### Collected data
--------

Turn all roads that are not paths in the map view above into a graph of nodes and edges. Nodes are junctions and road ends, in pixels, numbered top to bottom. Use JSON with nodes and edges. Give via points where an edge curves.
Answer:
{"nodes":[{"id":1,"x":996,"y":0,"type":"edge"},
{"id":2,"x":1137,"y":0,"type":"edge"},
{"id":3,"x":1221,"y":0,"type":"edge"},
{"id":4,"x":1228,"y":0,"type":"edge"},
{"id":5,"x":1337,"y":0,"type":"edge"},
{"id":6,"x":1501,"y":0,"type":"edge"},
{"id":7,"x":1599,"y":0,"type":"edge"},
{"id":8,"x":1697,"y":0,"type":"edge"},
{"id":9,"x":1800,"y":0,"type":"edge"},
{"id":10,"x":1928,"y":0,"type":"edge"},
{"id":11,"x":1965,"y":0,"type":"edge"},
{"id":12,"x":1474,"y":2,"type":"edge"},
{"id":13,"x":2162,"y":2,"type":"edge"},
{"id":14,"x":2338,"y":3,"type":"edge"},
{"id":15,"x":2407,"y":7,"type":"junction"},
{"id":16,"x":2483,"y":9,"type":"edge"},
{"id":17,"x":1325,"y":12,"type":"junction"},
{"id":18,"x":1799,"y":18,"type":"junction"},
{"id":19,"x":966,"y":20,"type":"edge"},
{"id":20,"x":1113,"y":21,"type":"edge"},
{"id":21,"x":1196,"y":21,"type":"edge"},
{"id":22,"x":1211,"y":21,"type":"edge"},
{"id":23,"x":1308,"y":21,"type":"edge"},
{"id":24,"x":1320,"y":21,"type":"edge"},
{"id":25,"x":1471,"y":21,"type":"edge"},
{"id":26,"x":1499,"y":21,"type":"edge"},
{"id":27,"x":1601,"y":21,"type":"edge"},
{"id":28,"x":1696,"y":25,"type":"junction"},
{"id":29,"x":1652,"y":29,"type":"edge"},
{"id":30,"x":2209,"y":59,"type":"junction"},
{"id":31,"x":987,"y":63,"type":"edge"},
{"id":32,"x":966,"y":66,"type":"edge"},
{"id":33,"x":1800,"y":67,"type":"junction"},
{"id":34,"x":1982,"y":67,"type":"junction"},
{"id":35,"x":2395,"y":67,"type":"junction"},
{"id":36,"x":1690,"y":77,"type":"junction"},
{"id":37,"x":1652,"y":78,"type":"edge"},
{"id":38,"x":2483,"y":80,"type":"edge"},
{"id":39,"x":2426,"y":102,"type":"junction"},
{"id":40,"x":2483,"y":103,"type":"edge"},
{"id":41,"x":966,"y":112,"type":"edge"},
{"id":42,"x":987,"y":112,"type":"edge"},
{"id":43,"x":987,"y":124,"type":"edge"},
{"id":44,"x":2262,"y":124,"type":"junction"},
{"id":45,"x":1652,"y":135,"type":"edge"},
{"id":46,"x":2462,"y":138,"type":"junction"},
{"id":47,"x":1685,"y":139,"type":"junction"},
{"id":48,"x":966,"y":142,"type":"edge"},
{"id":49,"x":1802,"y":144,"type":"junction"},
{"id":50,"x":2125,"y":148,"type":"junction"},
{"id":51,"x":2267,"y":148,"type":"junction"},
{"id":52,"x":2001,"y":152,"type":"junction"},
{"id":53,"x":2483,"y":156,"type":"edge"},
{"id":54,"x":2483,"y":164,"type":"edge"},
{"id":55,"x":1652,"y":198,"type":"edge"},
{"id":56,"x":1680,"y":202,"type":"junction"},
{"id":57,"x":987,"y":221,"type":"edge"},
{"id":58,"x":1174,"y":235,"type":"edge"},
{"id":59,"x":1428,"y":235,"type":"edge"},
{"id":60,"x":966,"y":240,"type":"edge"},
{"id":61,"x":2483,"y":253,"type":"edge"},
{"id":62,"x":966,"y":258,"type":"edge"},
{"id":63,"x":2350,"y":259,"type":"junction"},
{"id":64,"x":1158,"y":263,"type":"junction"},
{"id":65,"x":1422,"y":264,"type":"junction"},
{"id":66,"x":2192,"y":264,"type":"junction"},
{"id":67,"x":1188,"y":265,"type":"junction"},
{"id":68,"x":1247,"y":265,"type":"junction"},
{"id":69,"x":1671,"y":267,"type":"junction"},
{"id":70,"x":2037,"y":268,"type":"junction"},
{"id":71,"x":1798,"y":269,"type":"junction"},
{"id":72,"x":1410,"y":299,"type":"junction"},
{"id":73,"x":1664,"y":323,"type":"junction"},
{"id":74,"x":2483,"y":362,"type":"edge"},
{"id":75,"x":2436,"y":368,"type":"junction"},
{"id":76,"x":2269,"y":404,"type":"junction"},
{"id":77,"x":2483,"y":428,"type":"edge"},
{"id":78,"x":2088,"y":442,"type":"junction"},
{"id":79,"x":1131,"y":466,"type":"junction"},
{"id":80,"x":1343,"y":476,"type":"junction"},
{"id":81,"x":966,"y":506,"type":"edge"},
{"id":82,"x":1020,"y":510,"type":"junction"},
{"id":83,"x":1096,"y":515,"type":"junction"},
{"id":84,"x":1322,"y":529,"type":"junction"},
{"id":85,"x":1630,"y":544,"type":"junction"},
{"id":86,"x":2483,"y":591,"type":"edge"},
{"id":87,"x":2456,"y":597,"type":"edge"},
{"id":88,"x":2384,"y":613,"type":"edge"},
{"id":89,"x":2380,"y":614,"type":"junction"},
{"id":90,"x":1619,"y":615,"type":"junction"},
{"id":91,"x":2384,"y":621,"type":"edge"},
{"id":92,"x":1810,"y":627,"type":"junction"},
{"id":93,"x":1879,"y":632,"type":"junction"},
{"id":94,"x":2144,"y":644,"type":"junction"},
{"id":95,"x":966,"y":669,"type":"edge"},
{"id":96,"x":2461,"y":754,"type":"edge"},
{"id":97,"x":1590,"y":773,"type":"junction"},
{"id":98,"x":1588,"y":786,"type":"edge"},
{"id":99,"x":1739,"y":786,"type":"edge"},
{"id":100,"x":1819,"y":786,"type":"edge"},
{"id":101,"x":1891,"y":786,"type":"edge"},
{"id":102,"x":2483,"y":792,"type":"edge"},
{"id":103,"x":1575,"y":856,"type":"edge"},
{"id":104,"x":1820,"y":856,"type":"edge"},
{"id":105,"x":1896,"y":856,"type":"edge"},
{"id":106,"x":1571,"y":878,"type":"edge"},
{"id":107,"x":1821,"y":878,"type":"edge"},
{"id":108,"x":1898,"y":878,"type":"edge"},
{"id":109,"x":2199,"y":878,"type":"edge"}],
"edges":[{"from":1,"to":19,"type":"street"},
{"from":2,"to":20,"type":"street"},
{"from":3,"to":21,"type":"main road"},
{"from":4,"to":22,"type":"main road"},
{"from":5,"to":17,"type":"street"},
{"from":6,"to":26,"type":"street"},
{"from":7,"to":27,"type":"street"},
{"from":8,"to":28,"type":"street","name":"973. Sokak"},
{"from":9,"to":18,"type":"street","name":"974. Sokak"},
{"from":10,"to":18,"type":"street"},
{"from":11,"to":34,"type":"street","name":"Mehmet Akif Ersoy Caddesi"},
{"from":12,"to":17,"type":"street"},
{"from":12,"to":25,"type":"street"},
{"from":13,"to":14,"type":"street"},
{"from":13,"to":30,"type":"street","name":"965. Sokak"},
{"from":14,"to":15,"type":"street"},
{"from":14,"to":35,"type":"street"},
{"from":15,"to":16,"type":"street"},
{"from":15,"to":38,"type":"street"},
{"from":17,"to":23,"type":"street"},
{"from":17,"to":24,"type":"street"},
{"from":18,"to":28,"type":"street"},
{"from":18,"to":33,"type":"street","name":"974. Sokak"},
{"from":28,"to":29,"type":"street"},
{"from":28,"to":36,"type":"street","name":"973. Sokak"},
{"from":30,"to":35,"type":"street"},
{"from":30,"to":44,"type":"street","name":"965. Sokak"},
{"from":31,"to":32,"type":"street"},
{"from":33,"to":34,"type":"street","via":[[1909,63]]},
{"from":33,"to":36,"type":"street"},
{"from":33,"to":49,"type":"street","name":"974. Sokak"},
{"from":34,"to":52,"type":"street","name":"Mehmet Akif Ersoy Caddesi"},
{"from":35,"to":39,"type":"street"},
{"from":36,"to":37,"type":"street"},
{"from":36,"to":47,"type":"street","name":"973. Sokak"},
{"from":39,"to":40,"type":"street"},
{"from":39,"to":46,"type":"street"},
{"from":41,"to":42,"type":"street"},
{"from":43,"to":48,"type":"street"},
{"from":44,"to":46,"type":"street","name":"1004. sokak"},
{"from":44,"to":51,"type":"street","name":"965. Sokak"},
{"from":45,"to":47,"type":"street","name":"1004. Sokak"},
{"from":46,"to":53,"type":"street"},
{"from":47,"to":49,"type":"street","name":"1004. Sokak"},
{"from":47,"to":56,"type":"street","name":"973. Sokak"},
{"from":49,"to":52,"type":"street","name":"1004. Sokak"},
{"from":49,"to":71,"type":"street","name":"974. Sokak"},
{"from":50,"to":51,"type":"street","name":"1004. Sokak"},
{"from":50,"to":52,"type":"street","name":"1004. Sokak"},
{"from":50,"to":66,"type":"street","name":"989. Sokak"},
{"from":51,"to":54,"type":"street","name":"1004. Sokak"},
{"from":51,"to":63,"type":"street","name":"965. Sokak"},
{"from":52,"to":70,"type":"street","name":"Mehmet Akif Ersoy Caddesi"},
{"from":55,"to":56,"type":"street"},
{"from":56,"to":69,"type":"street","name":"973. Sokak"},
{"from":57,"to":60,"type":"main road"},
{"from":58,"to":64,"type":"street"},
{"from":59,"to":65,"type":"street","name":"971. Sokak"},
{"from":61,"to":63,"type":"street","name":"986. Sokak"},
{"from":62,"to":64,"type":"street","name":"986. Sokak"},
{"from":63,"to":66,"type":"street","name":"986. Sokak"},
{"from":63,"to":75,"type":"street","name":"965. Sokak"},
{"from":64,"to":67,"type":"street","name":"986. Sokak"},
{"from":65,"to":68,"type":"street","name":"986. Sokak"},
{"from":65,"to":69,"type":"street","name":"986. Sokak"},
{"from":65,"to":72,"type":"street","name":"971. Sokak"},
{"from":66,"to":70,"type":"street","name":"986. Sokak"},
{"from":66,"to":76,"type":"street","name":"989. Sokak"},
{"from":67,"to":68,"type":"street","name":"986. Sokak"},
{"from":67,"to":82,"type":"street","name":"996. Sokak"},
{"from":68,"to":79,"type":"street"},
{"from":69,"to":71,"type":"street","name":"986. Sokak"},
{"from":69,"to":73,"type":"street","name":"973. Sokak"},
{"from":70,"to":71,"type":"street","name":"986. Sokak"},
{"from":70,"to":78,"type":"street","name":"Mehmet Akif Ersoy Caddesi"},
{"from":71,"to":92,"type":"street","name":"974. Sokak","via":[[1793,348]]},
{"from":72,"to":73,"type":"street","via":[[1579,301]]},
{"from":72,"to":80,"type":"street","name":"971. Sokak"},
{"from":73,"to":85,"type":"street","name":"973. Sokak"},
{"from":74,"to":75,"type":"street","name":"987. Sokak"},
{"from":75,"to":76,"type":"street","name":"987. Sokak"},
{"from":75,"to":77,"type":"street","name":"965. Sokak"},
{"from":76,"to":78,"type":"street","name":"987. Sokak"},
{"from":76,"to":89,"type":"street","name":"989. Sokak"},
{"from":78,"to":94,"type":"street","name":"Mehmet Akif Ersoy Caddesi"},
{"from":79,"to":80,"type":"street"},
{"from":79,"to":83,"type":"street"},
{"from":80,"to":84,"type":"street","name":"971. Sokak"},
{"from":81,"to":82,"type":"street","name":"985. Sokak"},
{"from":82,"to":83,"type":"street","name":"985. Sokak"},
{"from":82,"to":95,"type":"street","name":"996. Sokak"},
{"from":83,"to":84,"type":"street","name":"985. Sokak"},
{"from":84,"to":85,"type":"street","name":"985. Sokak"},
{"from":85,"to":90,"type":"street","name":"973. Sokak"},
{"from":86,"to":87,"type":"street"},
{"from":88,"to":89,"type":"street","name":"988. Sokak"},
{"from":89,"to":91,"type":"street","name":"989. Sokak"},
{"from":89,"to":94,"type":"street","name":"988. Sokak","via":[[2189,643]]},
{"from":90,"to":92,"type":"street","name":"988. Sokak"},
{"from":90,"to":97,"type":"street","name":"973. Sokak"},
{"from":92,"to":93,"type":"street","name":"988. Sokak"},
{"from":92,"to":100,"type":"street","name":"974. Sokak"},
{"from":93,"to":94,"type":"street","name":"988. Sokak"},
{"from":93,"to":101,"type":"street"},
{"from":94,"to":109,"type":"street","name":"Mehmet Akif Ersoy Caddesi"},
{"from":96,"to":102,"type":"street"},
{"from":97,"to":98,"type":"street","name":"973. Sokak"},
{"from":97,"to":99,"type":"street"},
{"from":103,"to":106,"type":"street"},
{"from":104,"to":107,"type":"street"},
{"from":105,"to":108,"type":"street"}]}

--------

### Work to complete
Out of the records above, pick each line that contains the string "Mehmet".

### Response box
{"from":11,"to":34,"type":"street","name":"Mehmet Akif Ersoy Caddesi"},
{"from":34,"to":52,"type":"street","name":"Mehmet Akif Ersoy Caddesi"},
{"from":52,"to":70,"type":"street","name":"Mehmet Akif Ersoy Caddesi"},
{"from":70,"to":78,"type":"street","name":"Mehmet Akif Ersoy Caddesi"},
{"from":78,"to":94,"type":"street","name":"Mehmet Akif Ersoy Caddesi"},
{"from":94,"to":109,"type":"street","name":"Mehmet Akif Ersoy Caddesi"},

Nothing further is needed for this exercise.